Общий взгляд на Петербург уже подсказал нам многое. Перед нами город, возникший в эпоху зарождающегося империализма, в эпоху, когда мощный народ разрывает традиционные путы замкнутого национального бытия и выходит на всемирно-историческую арену, мощно влекомый волею к жизни, волею к власти. Оторванность этой новой столицы от истоков национального бытия, о чем свидетельствует и природа, столь отличающаяся от природы Русской земли, и чуждое племя, ютящееся в окрестностях города,– все это говорит о трагическом развитии народа, заключенного судьбой в пределы, далекие от вольного моря-океана, народа, который должен либо стать навозом для удобрения культур своих счастливых соседей, либо победить, встав на путь завоевательной политики. И само существование столицы на покоренной земле говорит о торжестве ее народа в борьбе за свое историческое бытие и о предназначенности ее увенчать великую империю и стать Северной Пальмирой.

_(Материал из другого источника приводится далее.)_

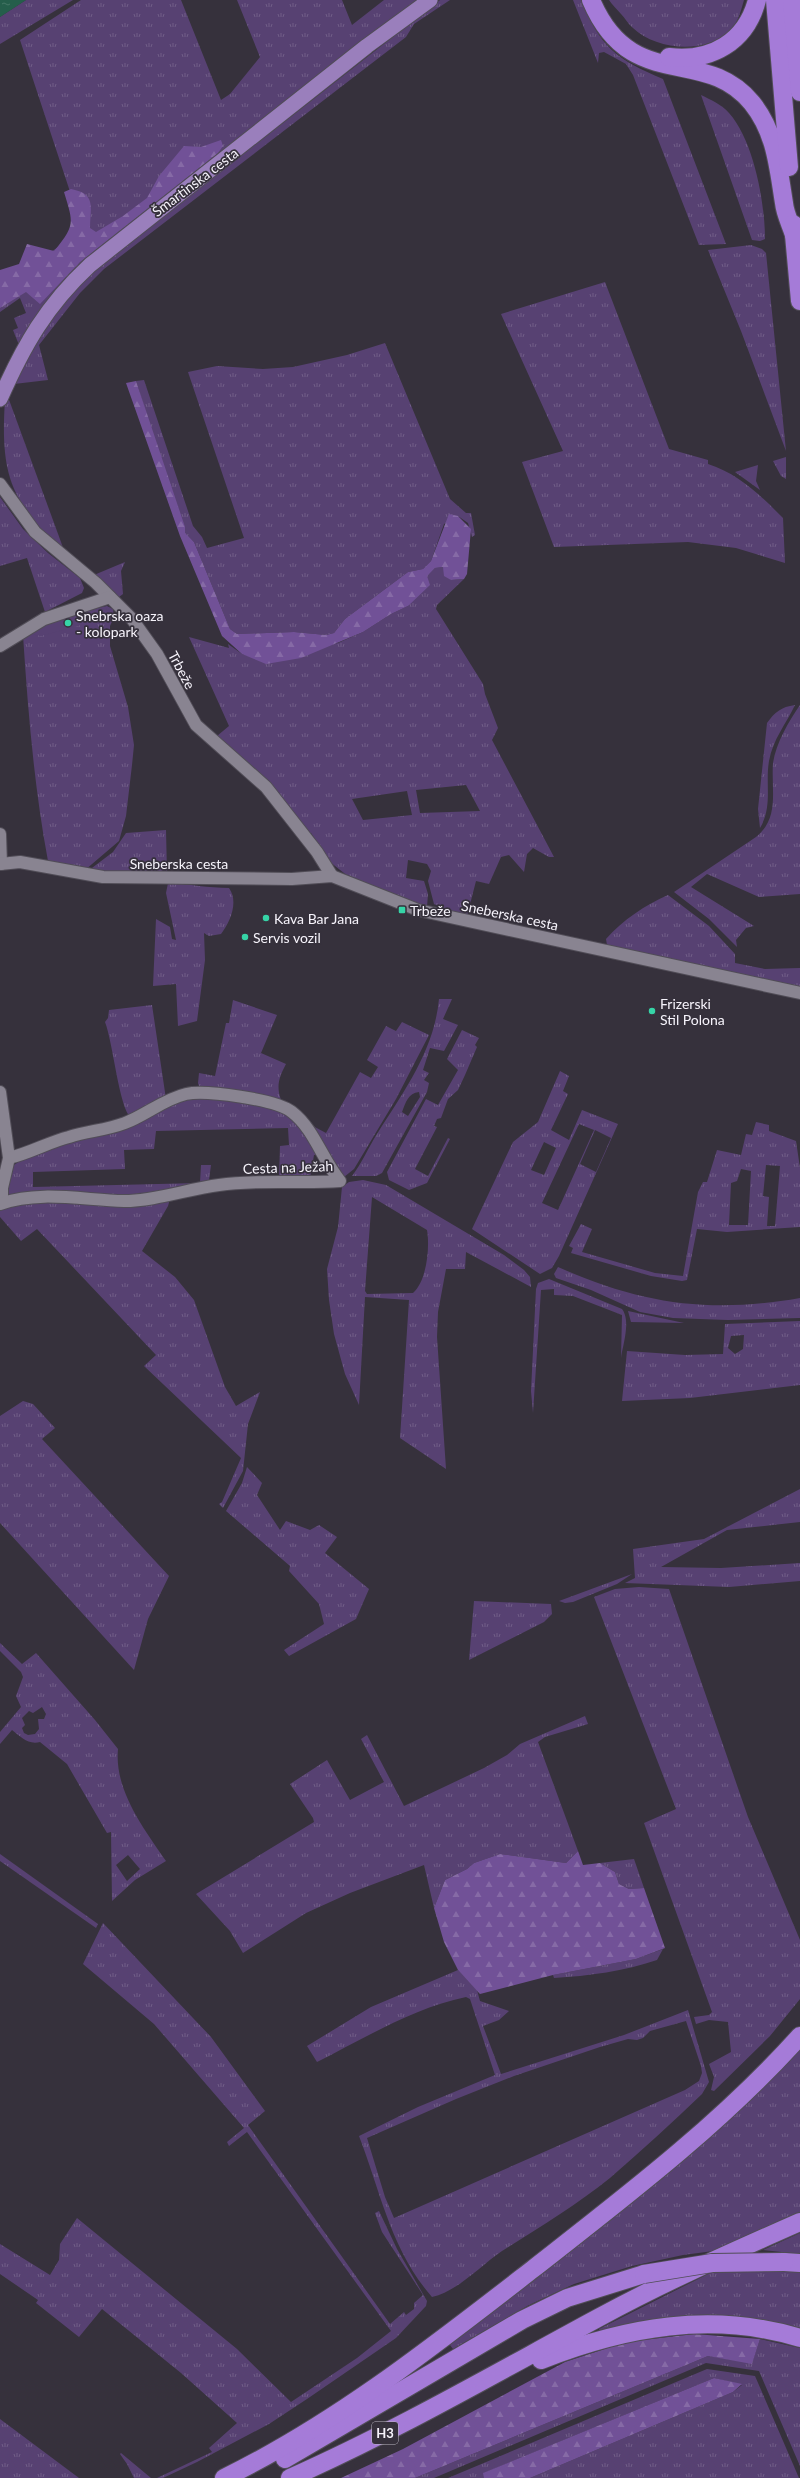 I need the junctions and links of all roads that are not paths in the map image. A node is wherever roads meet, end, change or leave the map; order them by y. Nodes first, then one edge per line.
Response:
1 (430, 0) edge
2 (591, 0) edge
3 (602, 0) edge
4 (757, 0) edge
5 (775, 0) edge
6 (792, 0) edge
7 (800, 92) edge
8 (794, 235) junction
9 (800, 302) edge
10 (0, 399) edge
11 (0, 484) edge
12 (110, 597) junction
13 (0, 646) edge
14 (0, 834) edge
15 (1, 864) edge
16 (332, 876) junction
17 (800, 993) edge
18 (0, 1092) edge
19 (10, 1158) junction
20 (1, 1204) edge
21 (800, 2036) edge
22 (800, 2222) edge
23 (792, 2263) edge
24 (800, 2338) edge
25 (479, 2384) junction
26 (224, 2478) edge
27 (247, 2478) edge
28 (290, 2478) edge

1 - 10 main road, Šmartinska cesta
2 - 8 highway
3 - 4 highway
5 - 8 highway
6 - 7 highway
8 - 9 highway
11 - 12 street, Trbeže
12 - 13 street
12 - 16 street, Trbeže
14 - 15 street
15 - 16 street, Sneberska cesta
16 - 17 street, Sneberska cesta
18 - 19 street
19 - 20 street
19 - 20 street, Cesta na Ježah
21 - 26 highway
22 - 25 highway
23 - 27 highway, bridge
24 - 25 highway
25 - 28 highway, H3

Столица на отвоеванной земле указывает и на возможность бурного разрыва с прошлым, свидетельствует о революционности своего происхождения, об обновлении старого быта, ибо неизбежен здесь обильный приток свежего, порой животворящего, а порой и мертвящего, ветра из краев далеких. Общий вид города говорит и о трудности его рождения, о поте и крови, затраченных на то, чтобы вызвать его к жизни, и вместе с тем о деспотическом характере государства, создавшего его, о рабстве народа, покорно отдавшего свою жизнь на закладку города, к которому он питал враждебное чувство. Седая старина знает о человеческих жертвоприношениях при закладке города, и до сих пор археологи находят кости человеческих жертв под стенами древних городов. Вряд ли найдется другой город в мире, который потребовал бы больше жертв для своего рождения, чем Пальмира Севера. Поистине Петербург – город на костях человеческих. Туманы и болота, из которых возник город, свидетельствуют о той египетской работе, которую нужно было произвести, чтобы создать здесь, на зыбкой почве, словно сотканной из туманов, этот “Парадиз”. Здесь все повествует о великой борьбе с природою. Здесь все “наперекор стихиям”. В природе ничего устойчивого, ясно очерченного, гордого, указывающего на небо, и все снизилось и словно ждет смиренно, что воды зальют печальный край. И город создается как антитеза окружающей природе, как вызов ей. Пусть под его площадями, улицами, каналами “хаос шевелится” – он сам весь из спокойных прямых линий, из твердого, устойчивого камня, четкий, строгий и царственный, со своими золотыми шпицами, спокойно возносящимися к небесам.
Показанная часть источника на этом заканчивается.